IN THE U.N. - NOVEMBER 2000
The
Uprooted - the Present Absentees
In 1994, a ministerial committee was established to discuss the issue
of returning the inhabitants of the villages of Kufur Bir'em and Ikrith
to their villages in the Galilee, in the North of Israel. This committee
recommended allocating 600 dunams for each village and allowing the
inhabitants to build their houses over this small area of land. Regretfully,
this recommendation has stayed on paper, was not adopted and has not
been turned into an official decision yet, although it does not equal
the demands of the inhabitants of these two villages which rely on
the decision of the Supreme Court in the 1950s, according to which
these inhabitants are entitled to return to all the lands from which
they were uprooted and which amount to thousands of dunams.
In recent years, the inhabitants reopened the file and launched a
complaint against the state before the Israeli courts aiming at implementing
the previous decision of the Supreme Court and at bringing justice
to these inhabitants. Yet, these attempts by the inhabitants conflict
with the official stalling policy of the government and of the Israeli
judicial system, which aims at causing these inhabitants to despair,
freezing the case and making it obsolete.
Regarding the rest of the uprooted villages, which were demolished
in 1948, and on whose lands Jewish settlements and towns amounting
to over 400 were built, the government refuses to recognise the right
of the inhabitants to return or to reconstruct the churches and the
mosques which remained in scores of these villages.

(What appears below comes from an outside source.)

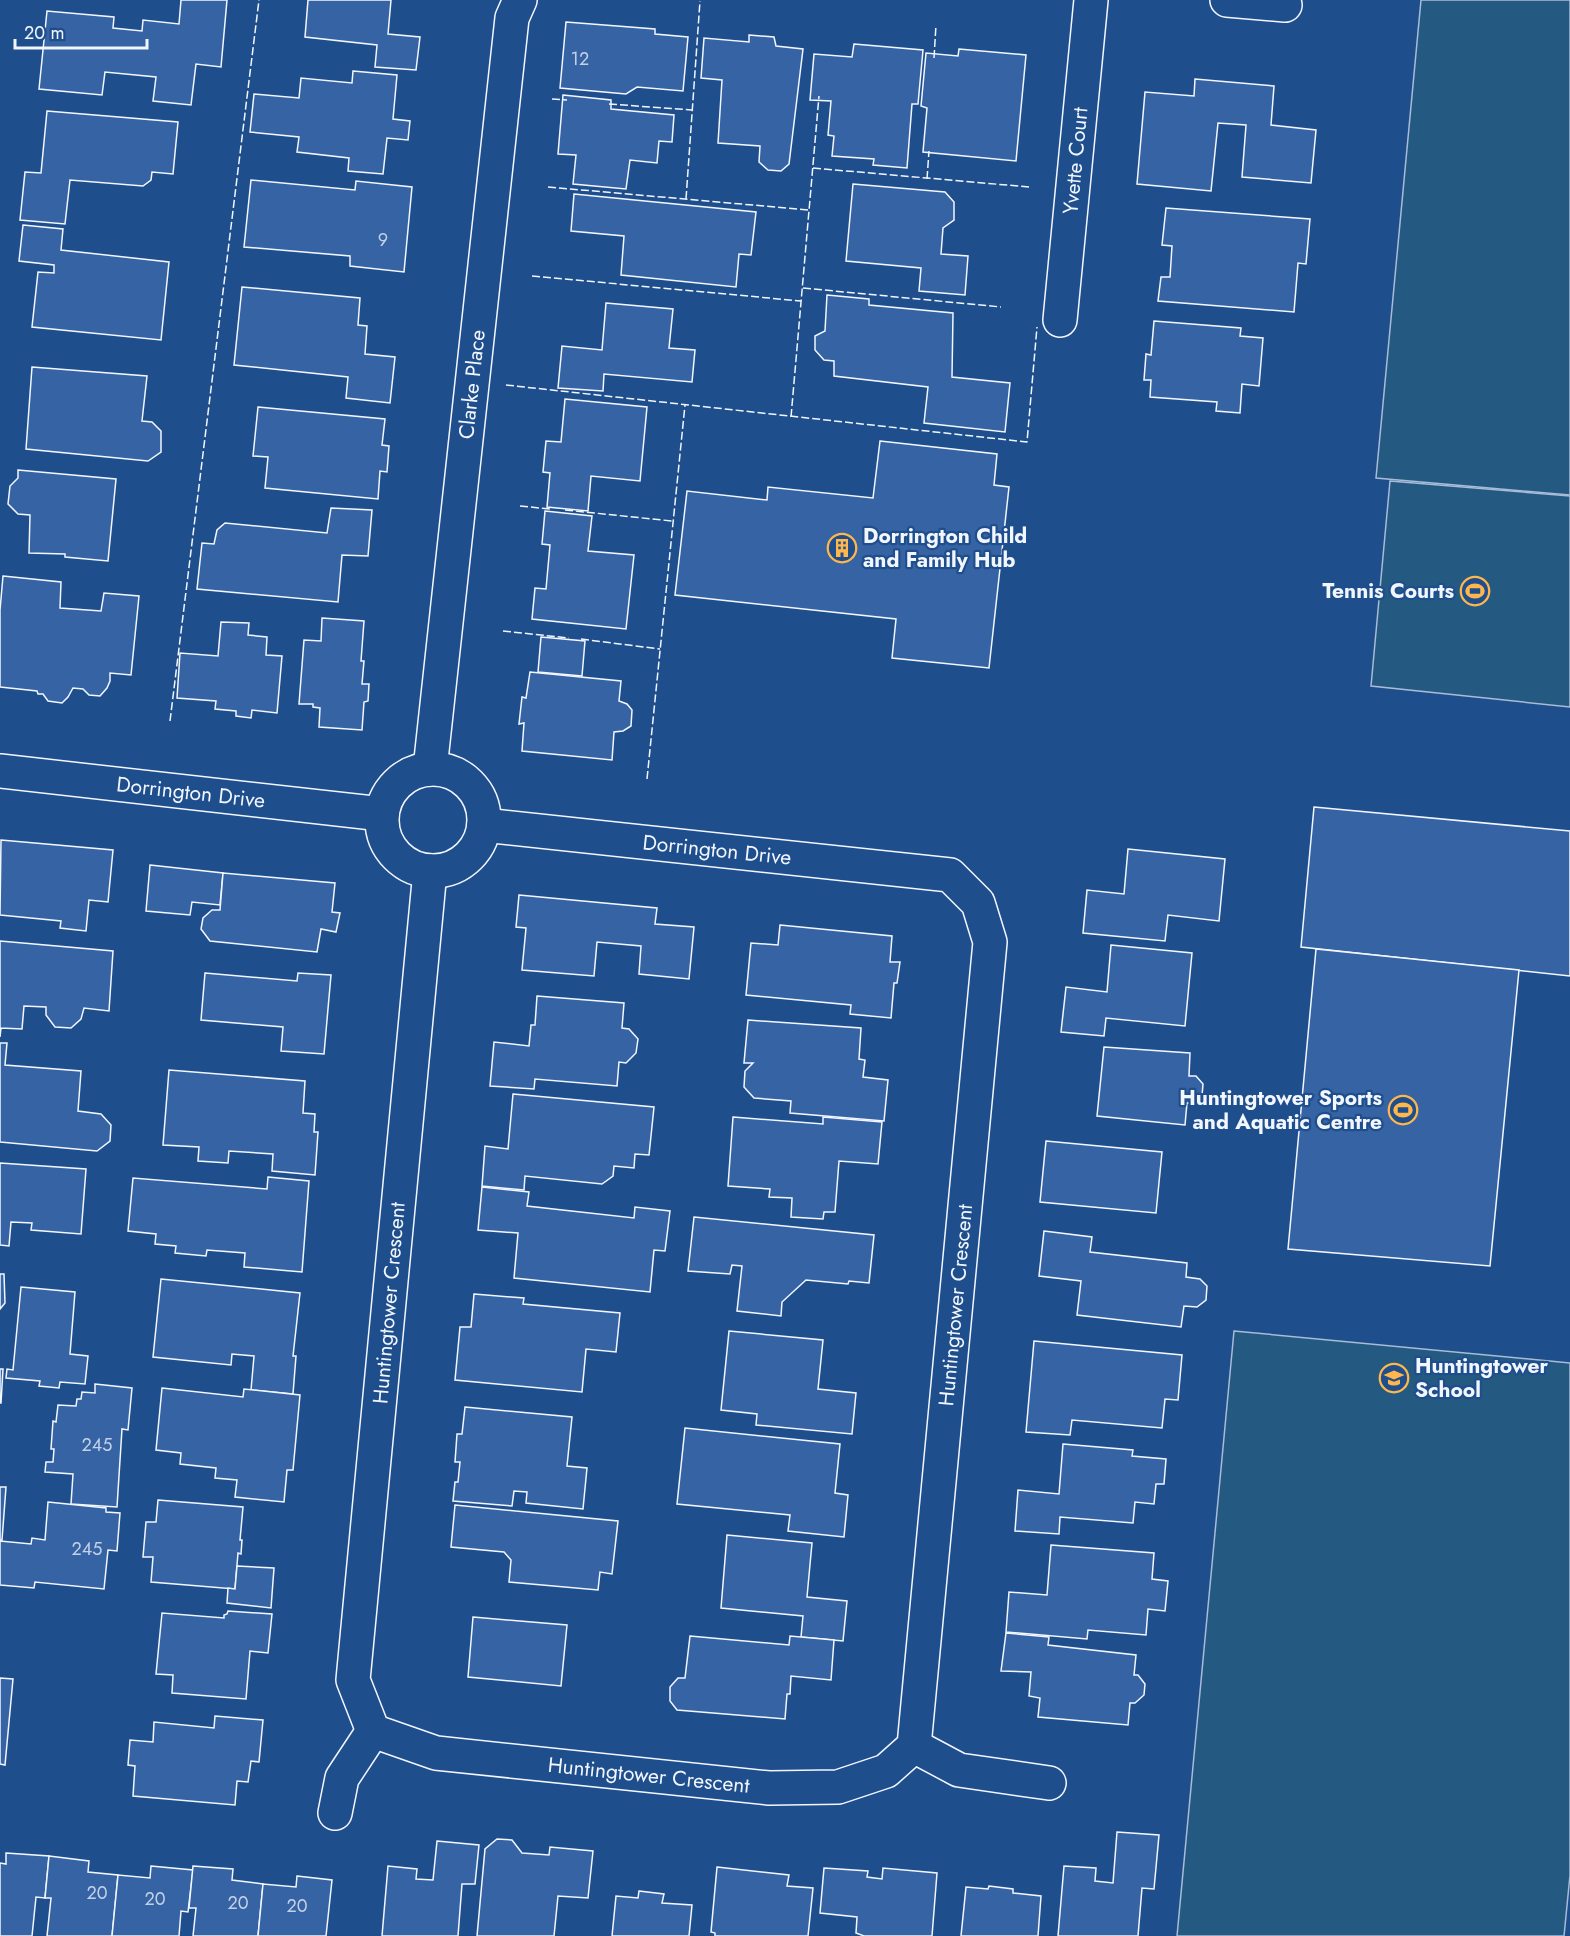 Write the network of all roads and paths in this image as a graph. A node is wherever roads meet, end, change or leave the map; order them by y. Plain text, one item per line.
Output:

Over the last two years, reconstruction of holy places was allowed
in few of these villages, such as Ikrith, Kufur Bir'im and Al-Ghabisiyah.
The government justifies not making a decision to return the inhabitants
of Kufur Bir'im despite a decision by the Supreme Court, as such a
decision will constitute a precedent for the other villages, and thus
prefers to continue with its stalling policy and denial of the right
of over 200,000 uprooted Israeli citizens to return to their villages,
in accordance with what all the international charters dictate.
It is worth stressing that the Committee for the Defence of the Rights
of the Uprooted in Israel has submitted practical suggestions for
solving the problem without hurting the Jewish localities, which are
located on the lands of the uprooted, but for rebuilding the uprooted
villages next to these localities and in a way which secures bringing
the minimal amount of justice to these inhabitants and which banishes
the historical injustice inflicted upon these inhabitants over 52
years, the age of the state of Israel.
The government not only rejects these solutions but also attempts
to demolish and to banish all the remains of these villages which
prove their existence, as in the attempt to banish the Al-Istiklal
cemetery near Haifa which belongs to one of the uprooted villages.
Also, several mosques were demolished and burnt in various places
in the state by extreme gangs, and if the Arab public bodies had not
been on the alert, these holy places would not have been saved.